**Goal of the exercise:** Each line of the records below that holds "textBaseline" should be returned.

(Beginning of Records to use)

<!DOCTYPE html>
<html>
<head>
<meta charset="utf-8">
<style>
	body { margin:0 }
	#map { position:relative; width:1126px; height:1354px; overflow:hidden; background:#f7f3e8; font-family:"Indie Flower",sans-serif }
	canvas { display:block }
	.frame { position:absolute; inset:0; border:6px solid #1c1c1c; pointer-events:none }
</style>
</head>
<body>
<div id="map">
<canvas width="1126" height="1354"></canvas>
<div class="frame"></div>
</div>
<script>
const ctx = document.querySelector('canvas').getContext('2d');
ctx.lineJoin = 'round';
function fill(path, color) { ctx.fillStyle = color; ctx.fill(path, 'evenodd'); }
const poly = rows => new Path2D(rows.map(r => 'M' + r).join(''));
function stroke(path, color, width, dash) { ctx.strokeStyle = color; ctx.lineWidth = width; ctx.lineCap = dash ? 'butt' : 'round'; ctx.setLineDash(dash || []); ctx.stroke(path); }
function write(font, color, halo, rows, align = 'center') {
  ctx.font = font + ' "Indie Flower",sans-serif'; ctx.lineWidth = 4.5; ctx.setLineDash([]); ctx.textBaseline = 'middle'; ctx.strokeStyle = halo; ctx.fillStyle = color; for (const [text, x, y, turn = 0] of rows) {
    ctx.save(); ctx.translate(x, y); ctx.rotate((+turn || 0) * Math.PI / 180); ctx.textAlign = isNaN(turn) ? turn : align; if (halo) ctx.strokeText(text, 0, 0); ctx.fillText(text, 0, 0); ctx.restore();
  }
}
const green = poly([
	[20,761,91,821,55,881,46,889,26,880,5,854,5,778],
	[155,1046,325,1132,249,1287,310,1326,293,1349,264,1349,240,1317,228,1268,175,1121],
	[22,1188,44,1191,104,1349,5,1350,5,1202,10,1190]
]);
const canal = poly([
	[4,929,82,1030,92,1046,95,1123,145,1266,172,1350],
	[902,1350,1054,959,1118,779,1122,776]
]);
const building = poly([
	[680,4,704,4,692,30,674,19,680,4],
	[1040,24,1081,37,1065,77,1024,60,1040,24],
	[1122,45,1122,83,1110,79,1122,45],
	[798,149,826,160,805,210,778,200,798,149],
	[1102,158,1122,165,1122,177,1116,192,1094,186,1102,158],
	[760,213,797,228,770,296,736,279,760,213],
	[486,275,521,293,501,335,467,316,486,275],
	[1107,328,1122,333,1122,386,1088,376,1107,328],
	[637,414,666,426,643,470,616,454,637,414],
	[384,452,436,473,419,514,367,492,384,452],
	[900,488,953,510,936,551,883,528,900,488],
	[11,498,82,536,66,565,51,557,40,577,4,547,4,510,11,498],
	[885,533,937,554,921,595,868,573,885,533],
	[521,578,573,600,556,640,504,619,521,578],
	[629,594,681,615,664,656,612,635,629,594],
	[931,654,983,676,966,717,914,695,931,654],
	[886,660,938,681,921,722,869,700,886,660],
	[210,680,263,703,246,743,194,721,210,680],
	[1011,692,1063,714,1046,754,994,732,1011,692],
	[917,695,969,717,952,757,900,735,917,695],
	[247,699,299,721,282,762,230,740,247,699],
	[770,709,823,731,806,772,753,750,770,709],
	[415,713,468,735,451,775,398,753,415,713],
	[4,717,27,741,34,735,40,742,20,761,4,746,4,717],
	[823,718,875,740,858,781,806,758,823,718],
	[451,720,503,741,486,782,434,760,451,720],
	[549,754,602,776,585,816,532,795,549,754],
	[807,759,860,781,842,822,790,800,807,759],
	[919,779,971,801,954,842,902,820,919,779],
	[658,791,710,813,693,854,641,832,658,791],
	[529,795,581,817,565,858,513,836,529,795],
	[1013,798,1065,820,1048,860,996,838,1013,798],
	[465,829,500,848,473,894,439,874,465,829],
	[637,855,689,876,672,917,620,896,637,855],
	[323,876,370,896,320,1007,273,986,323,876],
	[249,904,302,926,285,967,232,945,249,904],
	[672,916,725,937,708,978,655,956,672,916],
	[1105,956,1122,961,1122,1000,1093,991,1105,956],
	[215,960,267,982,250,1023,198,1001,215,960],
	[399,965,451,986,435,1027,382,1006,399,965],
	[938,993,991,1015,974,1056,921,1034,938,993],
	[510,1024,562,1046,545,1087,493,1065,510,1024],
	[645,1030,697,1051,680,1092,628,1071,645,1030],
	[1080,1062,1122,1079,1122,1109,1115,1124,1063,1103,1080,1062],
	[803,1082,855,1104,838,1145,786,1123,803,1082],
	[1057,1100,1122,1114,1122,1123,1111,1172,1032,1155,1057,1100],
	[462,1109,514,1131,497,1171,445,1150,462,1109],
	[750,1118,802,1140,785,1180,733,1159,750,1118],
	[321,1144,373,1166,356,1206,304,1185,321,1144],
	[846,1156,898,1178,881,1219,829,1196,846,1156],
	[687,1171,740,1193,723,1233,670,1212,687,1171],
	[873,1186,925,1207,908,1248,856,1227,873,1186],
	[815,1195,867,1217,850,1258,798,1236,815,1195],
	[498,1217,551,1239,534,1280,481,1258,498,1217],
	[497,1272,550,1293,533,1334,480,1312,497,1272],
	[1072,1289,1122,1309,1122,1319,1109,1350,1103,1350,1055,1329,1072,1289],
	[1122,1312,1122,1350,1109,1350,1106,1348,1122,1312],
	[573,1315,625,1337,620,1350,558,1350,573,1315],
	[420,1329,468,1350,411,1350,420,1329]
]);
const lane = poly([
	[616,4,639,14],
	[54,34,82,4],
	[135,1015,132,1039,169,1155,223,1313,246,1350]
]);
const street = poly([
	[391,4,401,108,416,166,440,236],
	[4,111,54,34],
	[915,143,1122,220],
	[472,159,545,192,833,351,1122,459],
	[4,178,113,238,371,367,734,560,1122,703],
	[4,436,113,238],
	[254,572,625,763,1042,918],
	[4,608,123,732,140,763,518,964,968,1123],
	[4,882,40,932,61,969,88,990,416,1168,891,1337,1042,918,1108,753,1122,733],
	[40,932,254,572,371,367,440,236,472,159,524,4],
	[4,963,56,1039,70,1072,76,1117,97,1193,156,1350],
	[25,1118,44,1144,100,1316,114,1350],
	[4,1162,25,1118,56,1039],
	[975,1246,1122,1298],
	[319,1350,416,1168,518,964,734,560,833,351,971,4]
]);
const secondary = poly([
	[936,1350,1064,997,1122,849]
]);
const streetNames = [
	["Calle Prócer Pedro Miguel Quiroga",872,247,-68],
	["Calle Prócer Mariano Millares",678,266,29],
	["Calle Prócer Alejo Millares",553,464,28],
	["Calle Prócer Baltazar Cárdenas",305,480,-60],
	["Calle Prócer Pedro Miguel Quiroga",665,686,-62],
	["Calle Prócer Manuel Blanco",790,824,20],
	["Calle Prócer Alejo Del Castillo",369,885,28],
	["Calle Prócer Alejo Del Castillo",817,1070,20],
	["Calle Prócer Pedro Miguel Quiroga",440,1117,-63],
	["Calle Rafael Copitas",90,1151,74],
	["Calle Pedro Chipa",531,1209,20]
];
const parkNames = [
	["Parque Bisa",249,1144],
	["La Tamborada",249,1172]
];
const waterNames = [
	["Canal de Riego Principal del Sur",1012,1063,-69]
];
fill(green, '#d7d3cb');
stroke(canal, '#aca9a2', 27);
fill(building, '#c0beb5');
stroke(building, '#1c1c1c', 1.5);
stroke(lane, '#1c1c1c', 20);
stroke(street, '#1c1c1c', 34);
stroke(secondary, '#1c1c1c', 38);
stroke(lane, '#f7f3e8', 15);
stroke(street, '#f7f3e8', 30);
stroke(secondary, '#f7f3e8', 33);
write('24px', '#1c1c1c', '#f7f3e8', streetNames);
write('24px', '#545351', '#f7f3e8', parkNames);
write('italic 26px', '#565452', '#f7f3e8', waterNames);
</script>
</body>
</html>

(End of Records to use)
(Beginning of Records to use)

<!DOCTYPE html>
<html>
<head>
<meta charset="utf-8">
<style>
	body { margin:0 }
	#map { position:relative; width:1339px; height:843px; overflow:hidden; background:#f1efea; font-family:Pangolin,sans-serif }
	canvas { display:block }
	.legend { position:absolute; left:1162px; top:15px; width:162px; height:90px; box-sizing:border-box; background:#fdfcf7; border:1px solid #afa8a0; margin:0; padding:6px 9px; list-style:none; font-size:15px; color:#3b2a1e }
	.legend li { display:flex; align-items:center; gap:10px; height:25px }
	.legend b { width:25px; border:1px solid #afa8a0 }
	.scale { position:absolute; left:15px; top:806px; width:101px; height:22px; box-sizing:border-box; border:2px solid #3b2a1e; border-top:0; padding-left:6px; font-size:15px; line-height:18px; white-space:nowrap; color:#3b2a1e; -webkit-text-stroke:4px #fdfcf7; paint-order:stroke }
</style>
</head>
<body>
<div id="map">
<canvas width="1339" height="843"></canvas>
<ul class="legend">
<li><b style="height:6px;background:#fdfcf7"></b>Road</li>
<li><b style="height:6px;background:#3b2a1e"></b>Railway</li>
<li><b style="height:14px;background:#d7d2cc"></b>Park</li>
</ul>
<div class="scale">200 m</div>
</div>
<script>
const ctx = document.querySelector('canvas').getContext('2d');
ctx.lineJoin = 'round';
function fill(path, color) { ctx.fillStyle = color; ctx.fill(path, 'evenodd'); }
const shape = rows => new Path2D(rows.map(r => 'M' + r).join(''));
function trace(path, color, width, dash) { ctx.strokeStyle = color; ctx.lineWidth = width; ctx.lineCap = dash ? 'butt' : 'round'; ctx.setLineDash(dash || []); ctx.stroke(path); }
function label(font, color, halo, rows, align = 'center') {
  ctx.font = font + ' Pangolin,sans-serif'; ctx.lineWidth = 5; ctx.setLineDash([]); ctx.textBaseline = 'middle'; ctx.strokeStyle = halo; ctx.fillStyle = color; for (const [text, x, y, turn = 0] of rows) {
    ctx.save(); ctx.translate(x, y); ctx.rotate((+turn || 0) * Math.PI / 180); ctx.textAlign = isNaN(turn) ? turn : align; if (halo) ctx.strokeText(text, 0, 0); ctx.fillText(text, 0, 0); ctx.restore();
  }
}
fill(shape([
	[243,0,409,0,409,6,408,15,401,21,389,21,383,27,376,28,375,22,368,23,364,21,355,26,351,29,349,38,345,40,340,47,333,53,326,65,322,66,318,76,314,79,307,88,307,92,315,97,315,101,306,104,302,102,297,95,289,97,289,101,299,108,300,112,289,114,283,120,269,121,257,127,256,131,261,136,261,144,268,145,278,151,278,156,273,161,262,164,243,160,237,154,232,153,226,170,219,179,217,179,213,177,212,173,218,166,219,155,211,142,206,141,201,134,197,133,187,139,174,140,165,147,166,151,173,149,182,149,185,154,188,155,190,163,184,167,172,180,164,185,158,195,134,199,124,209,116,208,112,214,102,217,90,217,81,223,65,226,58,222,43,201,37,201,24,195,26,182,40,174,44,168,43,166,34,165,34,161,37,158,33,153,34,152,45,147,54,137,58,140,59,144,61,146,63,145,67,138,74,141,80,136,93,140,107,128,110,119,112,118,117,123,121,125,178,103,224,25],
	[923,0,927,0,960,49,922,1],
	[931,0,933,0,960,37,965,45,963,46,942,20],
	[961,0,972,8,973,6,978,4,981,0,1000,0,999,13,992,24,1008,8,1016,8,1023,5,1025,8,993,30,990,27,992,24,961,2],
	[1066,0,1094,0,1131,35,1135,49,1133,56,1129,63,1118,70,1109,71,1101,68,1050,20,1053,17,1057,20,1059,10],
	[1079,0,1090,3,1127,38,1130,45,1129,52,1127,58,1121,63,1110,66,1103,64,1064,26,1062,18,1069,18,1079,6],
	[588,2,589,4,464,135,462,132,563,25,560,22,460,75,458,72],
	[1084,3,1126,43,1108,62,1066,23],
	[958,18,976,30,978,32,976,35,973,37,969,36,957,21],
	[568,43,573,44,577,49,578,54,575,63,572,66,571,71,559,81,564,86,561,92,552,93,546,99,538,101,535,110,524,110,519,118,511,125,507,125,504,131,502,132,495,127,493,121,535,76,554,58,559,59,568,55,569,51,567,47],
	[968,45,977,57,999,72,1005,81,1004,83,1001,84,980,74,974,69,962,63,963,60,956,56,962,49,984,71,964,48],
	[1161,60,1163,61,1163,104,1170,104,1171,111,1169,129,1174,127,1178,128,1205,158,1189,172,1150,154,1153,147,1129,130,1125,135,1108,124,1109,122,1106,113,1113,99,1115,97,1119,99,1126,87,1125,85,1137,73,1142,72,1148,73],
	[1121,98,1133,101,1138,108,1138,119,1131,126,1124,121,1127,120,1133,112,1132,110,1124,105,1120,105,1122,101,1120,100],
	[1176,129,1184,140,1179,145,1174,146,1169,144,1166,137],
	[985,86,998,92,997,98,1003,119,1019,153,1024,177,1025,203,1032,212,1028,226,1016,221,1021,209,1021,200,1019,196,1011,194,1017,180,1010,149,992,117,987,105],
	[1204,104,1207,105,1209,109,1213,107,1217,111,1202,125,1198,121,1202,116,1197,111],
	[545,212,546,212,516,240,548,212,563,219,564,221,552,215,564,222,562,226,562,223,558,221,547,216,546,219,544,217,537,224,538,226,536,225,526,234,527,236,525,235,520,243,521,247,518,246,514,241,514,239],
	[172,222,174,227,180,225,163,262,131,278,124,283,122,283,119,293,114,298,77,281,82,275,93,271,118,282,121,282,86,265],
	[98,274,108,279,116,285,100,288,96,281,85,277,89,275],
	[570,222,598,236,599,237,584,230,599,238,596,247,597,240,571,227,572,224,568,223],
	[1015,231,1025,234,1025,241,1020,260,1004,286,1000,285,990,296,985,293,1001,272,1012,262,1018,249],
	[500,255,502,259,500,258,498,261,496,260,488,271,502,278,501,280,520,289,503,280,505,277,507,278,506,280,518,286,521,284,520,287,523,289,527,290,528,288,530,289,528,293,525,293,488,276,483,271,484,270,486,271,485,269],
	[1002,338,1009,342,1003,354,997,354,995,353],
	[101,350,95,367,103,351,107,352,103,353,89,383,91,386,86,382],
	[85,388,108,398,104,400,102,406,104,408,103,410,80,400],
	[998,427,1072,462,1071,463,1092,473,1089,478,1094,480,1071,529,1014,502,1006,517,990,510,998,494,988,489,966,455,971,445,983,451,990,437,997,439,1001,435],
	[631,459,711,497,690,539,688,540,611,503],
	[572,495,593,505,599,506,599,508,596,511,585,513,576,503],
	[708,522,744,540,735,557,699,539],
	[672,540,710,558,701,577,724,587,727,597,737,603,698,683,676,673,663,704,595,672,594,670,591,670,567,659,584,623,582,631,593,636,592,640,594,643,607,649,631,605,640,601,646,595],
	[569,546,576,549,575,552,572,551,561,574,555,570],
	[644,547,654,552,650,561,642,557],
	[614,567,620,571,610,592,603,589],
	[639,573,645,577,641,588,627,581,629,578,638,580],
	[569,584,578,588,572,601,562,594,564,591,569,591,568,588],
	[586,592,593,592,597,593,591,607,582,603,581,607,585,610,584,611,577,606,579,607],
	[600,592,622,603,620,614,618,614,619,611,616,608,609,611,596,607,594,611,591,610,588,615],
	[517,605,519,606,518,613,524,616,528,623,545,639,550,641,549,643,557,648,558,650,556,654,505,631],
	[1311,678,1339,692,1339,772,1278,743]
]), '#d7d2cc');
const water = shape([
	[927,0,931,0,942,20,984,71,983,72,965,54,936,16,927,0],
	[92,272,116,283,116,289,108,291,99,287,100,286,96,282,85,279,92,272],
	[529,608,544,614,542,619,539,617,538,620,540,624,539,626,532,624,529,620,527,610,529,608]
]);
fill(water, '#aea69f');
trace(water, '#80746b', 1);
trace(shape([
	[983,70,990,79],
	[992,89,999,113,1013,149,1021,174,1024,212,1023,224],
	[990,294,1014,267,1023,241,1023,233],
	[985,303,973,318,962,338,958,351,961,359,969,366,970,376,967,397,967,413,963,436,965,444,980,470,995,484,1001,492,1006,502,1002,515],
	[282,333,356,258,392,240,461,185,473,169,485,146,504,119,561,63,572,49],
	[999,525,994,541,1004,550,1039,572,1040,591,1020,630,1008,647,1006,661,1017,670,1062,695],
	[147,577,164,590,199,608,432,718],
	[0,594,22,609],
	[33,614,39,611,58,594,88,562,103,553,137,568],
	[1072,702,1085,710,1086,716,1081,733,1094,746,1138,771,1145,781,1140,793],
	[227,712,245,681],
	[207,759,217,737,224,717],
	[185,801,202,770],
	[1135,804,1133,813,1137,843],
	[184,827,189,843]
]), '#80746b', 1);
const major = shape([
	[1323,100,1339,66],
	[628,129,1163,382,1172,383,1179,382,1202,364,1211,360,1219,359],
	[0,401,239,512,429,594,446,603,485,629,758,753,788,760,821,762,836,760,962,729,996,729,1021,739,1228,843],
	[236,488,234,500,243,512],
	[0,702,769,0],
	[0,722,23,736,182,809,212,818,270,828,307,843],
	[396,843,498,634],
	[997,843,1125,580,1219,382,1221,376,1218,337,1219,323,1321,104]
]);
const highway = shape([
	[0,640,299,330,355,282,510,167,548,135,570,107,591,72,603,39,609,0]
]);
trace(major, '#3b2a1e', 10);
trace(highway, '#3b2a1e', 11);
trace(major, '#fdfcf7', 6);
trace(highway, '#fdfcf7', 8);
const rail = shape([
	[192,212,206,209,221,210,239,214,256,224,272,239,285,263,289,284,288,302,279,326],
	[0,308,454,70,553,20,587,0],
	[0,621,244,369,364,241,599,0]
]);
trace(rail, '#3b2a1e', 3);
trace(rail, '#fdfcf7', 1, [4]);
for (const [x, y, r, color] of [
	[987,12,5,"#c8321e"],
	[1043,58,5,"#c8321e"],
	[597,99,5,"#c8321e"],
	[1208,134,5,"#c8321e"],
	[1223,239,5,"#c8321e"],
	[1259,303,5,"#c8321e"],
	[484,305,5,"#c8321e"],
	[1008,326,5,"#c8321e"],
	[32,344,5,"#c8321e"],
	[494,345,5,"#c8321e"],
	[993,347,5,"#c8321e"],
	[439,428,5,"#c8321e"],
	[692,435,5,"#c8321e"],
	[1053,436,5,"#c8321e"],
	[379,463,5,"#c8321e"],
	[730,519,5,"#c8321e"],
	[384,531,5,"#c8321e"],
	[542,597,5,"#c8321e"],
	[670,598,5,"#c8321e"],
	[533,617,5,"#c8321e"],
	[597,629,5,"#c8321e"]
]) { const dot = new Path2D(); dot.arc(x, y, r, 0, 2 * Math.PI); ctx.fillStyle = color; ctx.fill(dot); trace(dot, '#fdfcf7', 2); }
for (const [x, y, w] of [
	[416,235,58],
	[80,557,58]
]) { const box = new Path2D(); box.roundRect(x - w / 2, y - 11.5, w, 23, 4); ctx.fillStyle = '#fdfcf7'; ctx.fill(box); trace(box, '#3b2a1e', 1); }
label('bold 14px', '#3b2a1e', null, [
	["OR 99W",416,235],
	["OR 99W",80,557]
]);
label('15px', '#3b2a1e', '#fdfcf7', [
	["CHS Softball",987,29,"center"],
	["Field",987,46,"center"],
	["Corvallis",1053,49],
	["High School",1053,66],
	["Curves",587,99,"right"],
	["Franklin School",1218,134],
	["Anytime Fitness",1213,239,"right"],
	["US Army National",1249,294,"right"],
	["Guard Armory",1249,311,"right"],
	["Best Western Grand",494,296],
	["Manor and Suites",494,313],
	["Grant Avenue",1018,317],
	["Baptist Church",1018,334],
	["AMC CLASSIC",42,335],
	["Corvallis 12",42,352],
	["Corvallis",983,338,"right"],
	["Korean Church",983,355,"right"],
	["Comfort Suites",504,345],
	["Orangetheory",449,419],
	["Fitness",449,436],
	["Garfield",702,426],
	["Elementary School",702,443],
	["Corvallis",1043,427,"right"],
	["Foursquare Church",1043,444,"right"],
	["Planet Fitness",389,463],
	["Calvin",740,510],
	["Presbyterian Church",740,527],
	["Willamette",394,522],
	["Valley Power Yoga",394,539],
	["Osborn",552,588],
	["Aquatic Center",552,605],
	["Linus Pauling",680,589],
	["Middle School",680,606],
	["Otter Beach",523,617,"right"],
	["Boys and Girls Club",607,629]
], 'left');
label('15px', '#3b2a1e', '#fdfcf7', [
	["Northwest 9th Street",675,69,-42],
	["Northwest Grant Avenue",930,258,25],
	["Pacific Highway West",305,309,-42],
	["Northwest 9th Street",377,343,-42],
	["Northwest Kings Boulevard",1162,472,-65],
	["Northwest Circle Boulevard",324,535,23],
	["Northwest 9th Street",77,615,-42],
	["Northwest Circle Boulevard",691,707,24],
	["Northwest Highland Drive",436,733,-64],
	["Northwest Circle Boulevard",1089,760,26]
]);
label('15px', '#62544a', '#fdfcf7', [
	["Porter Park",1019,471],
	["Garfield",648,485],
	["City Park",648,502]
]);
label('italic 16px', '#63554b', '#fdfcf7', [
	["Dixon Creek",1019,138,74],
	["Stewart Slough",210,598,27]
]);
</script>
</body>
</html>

(End of Records to use)

**Reply to the exercise:**
  ctx.font = font + ' "Indie Flower",sans-serif'; ctx.lineWidth = 4.5; ctx.setLineDash([]); ctx.textBaseline = 'middle'; ctx.strokeStyle = halo; ctx.fillStyle = color; for (const [text, x, y, turn = 0] of rows) {
  ctx.font = font + ' Pangolin,sans-serif'; ctx.lineWidth = 5; ctx.setLineDash([]); ctx.textBaseline = 'middle'; ctx.strokeStyle = halo; ctx.fillStyle = color; for (const [text, x, y, turn = 0] of rows) {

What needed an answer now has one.